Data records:
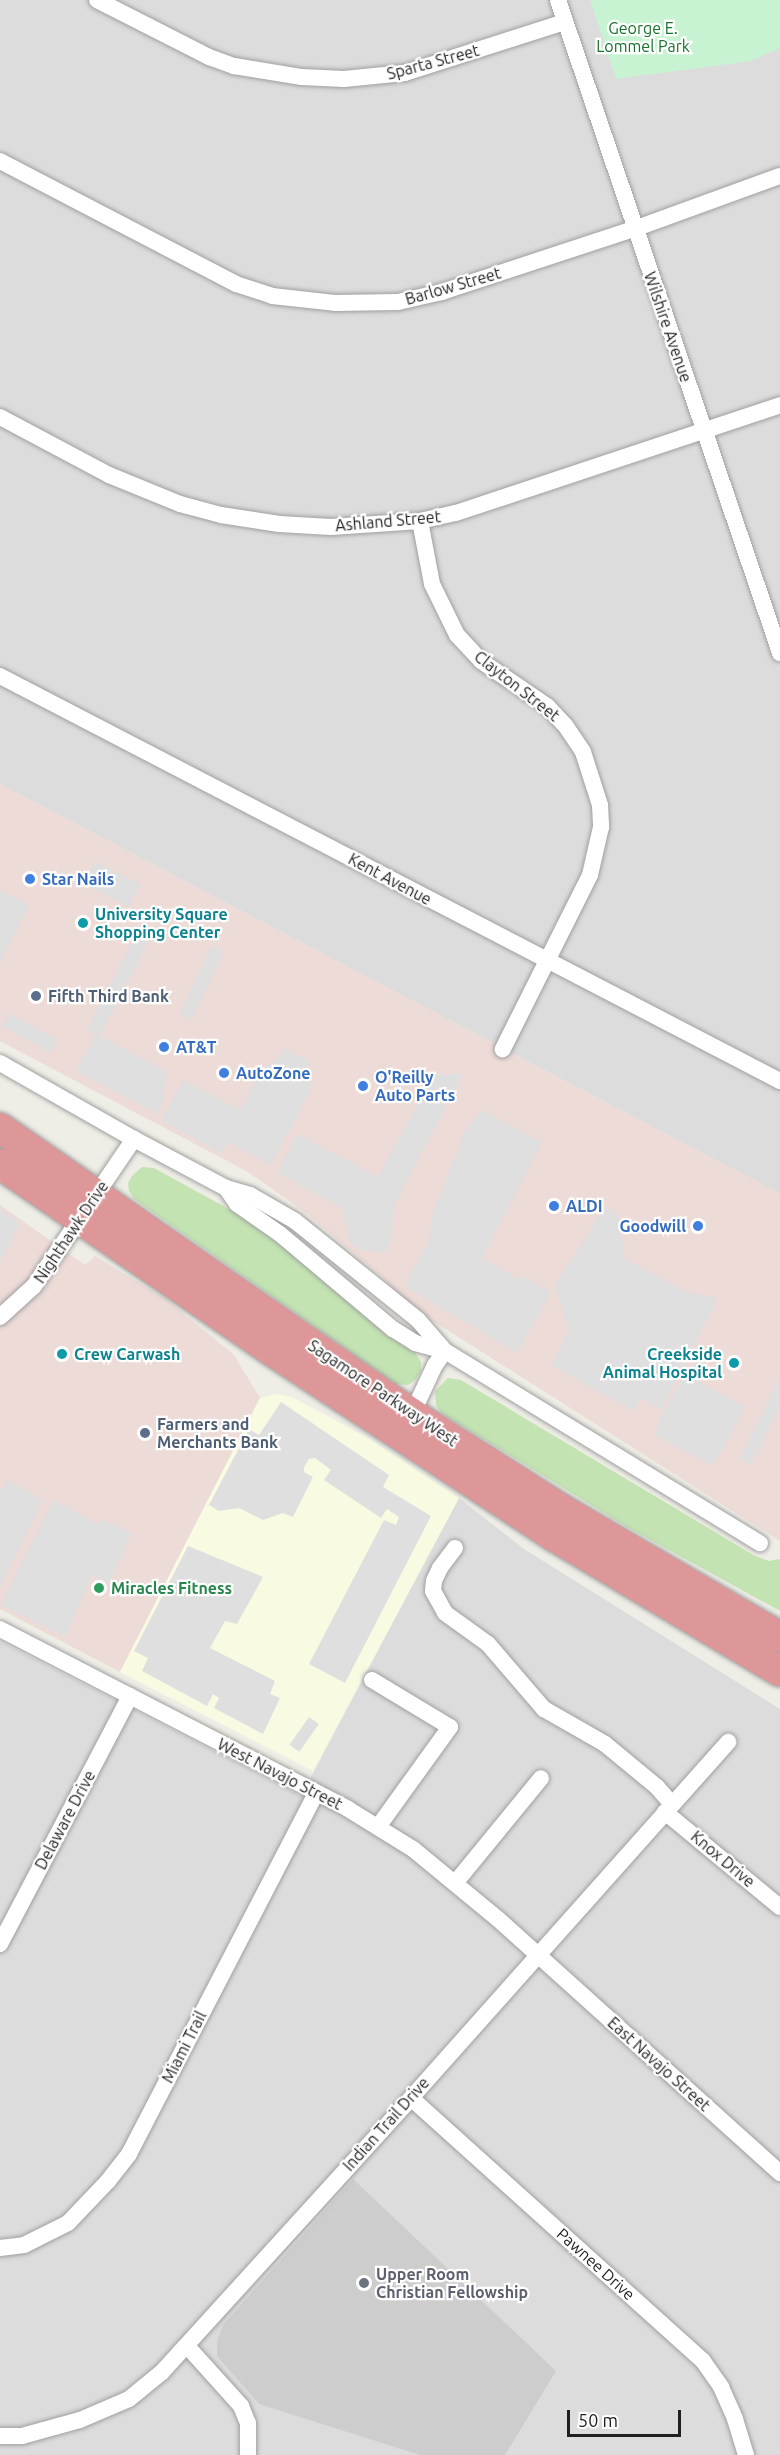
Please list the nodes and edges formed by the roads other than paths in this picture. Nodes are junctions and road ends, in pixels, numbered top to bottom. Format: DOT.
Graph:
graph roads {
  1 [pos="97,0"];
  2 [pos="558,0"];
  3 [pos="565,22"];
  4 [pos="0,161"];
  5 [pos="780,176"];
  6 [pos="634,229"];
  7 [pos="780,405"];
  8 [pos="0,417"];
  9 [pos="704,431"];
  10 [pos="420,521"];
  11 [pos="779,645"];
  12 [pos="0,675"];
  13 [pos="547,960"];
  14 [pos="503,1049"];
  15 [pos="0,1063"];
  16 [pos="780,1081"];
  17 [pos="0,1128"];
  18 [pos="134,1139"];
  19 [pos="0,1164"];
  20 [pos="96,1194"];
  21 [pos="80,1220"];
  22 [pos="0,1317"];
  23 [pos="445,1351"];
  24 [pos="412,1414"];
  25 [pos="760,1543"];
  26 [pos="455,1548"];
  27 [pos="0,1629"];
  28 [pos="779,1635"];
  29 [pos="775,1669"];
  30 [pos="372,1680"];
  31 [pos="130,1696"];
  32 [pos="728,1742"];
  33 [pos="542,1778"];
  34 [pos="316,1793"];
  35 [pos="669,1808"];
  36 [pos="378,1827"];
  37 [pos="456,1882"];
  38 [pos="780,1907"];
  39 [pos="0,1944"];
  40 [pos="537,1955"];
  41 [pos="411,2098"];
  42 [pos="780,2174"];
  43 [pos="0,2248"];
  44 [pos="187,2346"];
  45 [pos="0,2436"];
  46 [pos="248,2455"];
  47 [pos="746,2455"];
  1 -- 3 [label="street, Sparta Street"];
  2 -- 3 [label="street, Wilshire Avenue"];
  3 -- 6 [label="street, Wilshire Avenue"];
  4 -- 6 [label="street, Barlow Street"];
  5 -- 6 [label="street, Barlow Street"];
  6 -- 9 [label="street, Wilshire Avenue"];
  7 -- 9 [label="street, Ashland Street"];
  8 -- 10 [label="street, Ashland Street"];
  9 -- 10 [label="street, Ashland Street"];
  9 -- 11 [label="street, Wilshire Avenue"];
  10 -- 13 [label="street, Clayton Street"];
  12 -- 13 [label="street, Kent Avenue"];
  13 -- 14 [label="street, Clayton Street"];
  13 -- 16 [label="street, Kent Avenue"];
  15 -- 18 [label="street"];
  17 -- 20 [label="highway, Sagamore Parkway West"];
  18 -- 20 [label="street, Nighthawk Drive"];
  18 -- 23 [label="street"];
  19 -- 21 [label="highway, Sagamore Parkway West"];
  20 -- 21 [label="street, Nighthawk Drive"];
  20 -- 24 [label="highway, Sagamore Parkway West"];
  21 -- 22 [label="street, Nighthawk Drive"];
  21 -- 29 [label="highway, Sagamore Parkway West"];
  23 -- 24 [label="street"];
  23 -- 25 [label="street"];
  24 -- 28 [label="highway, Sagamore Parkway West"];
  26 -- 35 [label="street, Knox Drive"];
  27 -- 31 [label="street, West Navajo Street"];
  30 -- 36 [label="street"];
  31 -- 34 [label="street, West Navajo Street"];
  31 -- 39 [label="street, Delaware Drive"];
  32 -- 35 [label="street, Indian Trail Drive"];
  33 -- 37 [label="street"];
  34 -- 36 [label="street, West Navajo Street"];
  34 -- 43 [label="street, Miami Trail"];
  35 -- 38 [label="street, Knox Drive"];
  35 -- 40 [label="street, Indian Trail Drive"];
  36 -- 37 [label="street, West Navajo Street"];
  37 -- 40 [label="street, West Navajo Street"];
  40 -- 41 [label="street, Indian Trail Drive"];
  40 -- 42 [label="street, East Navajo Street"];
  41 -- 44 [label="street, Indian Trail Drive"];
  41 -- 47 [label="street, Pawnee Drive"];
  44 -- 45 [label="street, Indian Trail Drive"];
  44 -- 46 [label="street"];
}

* TASK DESCRIPTION
Where the string "Parkway" turns up in a line of the data above, copy that whole line.

* ANSWER TO THE PROBLEM
  17 -- 20 [label="highway, Sagamore Parkway West"];
  19 -- 21 [label="highway, Sagamore Parkway West"];
  20 -- 24 [label="highway, Sagamore Parkway West"];
  21 -- 29 [label="highway, Sagamore Parkway West"];
  24 -- 28 [label="highway, Sagamore Parkway West"];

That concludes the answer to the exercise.